The lines below starting at the line containing "middle dip: (1188, 664)" and ending at the line containing "pinky tip: (1148, 759)" are to be repeated exactly, with both ends kept and nothing else added.

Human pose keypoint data

== == ==

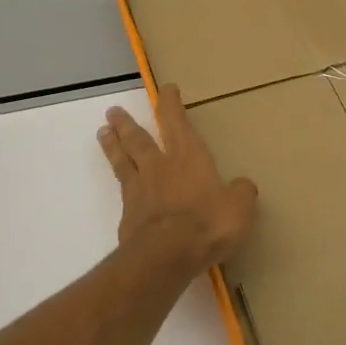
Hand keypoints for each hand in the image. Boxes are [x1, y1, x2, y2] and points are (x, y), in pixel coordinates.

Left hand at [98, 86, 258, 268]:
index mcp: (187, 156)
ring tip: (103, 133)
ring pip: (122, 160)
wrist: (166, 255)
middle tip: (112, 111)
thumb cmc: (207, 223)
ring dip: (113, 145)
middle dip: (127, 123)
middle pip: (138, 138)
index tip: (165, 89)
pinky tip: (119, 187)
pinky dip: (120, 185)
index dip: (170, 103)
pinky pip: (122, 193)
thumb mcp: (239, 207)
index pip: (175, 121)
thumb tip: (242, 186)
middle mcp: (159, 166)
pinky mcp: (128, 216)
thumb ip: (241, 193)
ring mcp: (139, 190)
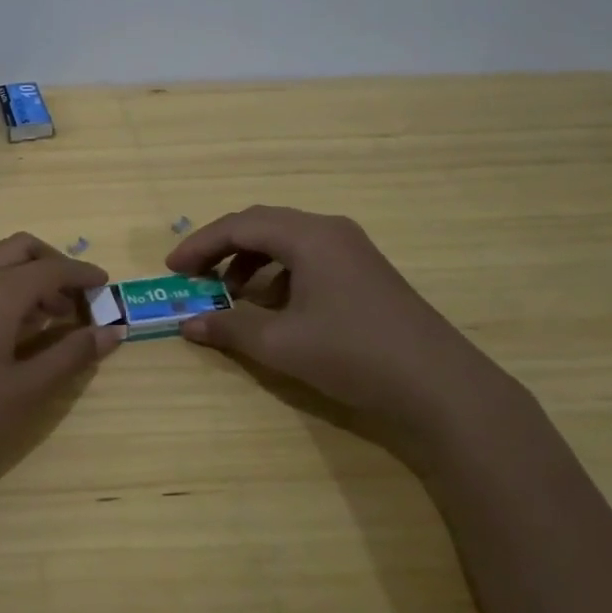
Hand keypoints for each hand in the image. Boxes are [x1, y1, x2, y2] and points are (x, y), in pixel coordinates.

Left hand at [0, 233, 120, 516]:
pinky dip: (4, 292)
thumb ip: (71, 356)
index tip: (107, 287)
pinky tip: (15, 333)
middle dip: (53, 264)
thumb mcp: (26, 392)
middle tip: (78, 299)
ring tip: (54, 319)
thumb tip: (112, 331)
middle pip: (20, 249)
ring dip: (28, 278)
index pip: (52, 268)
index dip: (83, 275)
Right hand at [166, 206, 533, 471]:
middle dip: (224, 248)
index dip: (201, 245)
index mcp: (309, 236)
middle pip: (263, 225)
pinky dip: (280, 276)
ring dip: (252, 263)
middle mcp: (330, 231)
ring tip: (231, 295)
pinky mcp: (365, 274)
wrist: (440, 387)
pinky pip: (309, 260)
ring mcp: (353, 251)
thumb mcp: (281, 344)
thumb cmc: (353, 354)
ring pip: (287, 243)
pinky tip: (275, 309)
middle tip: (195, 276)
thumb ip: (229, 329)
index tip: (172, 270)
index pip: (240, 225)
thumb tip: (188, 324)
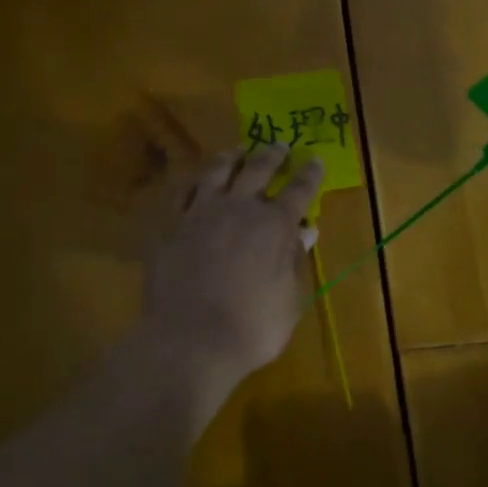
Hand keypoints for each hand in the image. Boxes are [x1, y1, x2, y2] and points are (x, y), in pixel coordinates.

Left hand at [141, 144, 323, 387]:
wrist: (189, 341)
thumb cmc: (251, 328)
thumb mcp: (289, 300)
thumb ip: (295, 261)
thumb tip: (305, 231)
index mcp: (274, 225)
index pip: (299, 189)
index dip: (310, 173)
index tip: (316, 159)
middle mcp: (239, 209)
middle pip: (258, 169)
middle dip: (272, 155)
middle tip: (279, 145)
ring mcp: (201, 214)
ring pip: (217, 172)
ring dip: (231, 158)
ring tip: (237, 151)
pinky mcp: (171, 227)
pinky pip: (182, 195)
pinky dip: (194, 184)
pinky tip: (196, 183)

== == ==

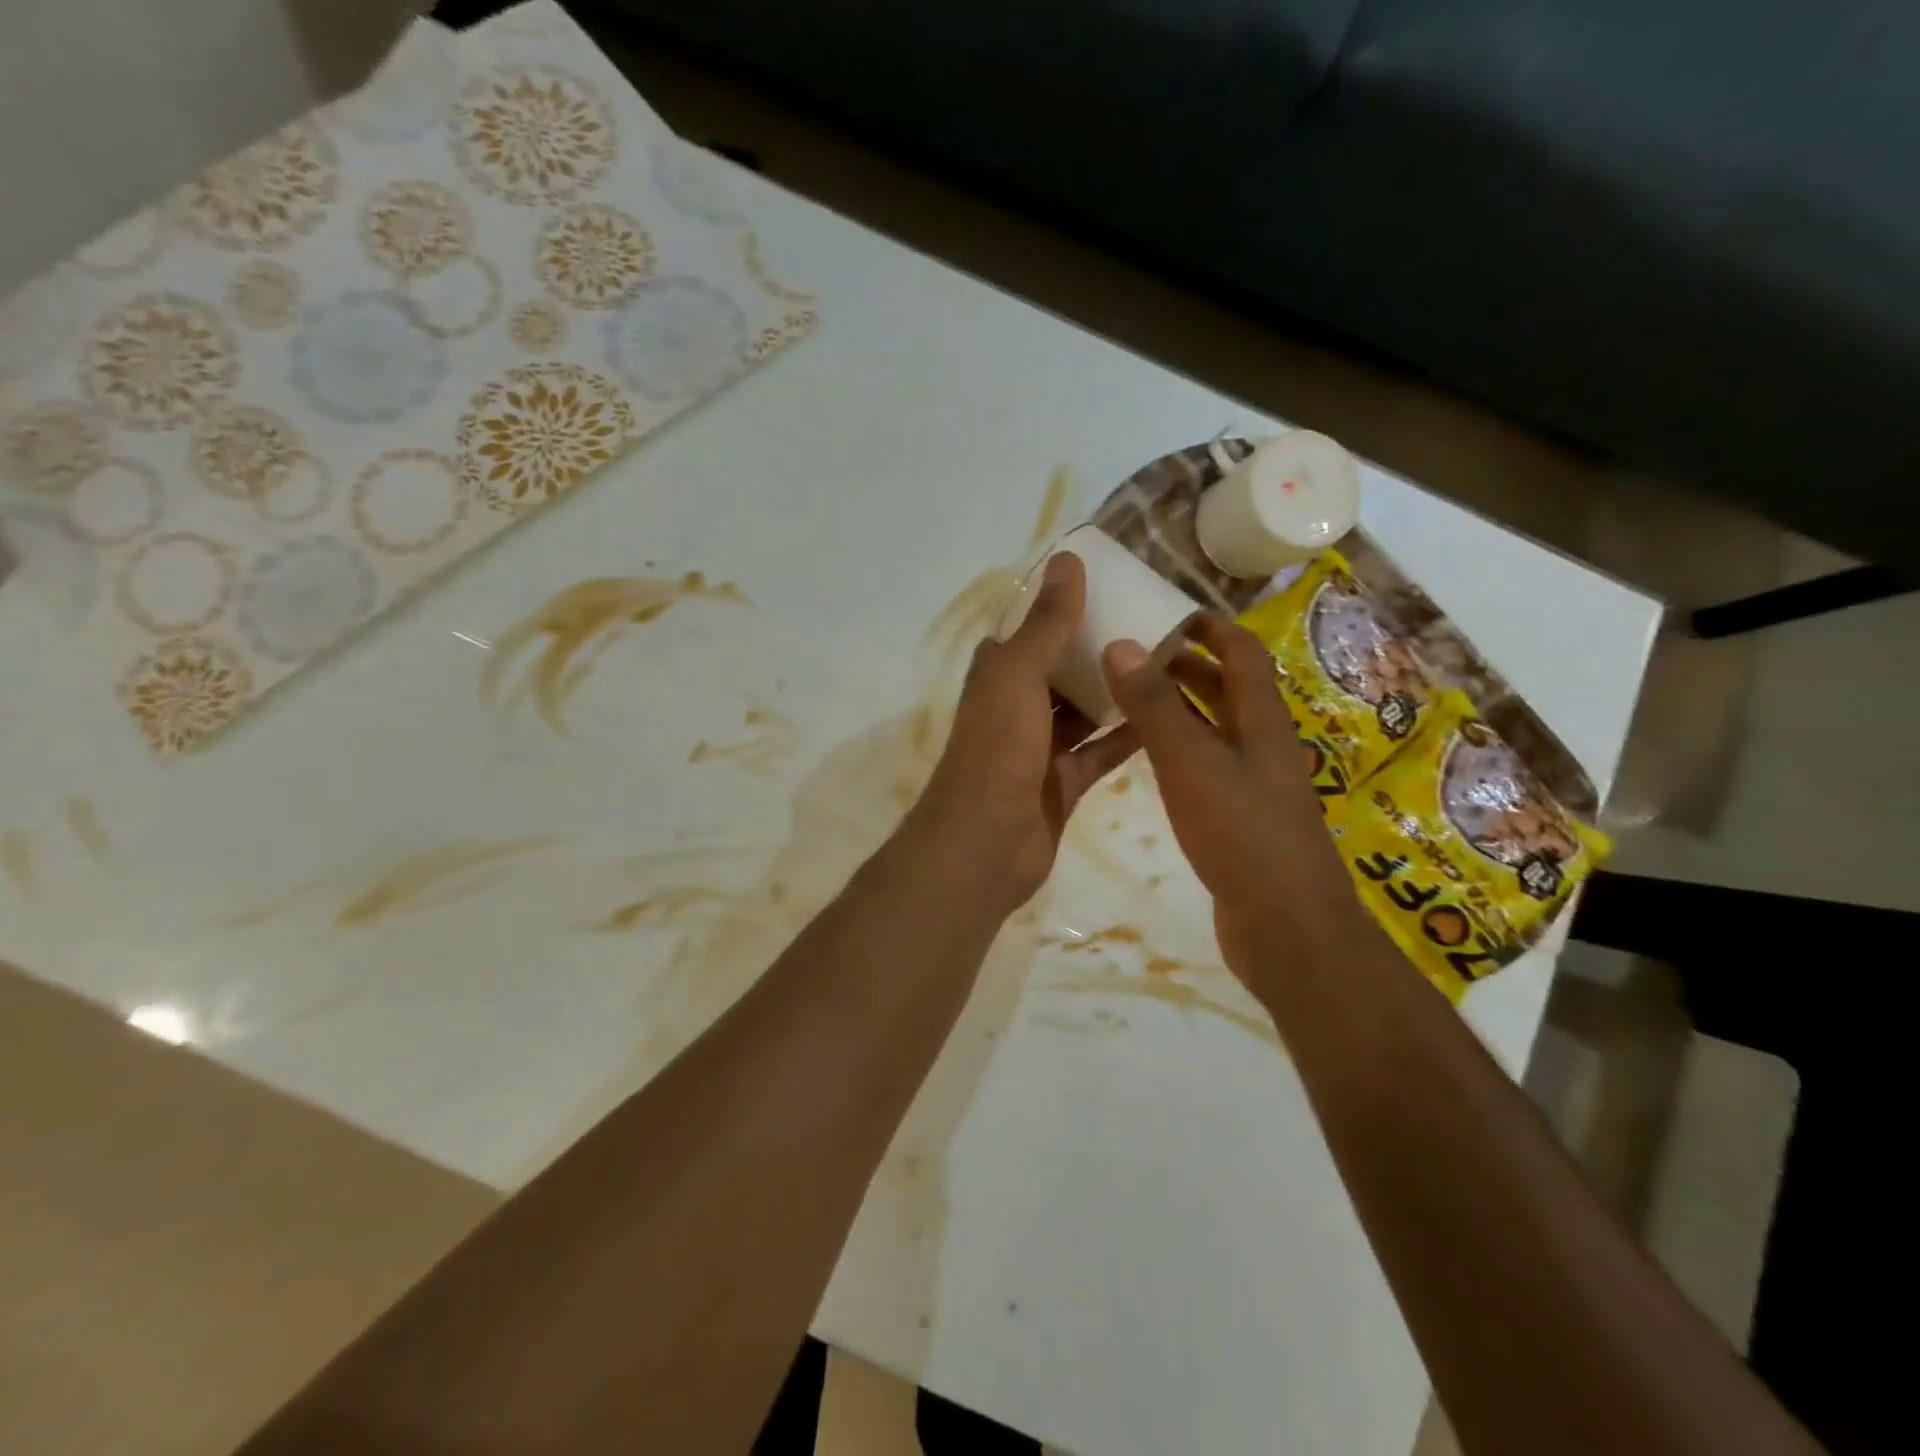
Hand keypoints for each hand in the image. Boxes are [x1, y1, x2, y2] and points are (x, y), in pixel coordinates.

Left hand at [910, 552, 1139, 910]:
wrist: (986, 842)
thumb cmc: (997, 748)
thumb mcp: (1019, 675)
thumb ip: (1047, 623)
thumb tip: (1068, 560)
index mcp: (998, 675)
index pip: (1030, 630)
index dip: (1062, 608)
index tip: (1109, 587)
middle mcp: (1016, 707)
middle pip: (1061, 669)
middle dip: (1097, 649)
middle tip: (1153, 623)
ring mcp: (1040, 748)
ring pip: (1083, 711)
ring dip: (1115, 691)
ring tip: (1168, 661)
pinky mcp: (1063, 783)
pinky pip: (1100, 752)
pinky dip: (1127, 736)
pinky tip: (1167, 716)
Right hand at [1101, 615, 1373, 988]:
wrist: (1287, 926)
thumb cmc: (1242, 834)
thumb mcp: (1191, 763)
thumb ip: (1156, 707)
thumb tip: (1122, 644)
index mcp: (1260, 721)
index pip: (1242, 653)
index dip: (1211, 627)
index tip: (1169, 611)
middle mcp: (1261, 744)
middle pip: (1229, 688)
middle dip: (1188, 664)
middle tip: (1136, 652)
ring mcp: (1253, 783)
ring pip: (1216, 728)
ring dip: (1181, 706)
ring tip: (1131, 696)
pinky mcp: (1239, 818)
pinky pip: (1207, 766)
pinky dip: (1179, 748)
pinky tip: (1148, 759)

== == ==

SOLVED PROBLEM:
middle dip: (1188, 664)
middle tip: (1136, 652)
ring mcp: (1253, 783)
ring pip: (1216, 728)
ring dip: (1181, 706)
ring tip: (1131, 696)
pinky mcp: (1239, 818)
pinky pip: (1207, 766)
pinky dip: (1179, 748)
pinky tip: (1148, 759)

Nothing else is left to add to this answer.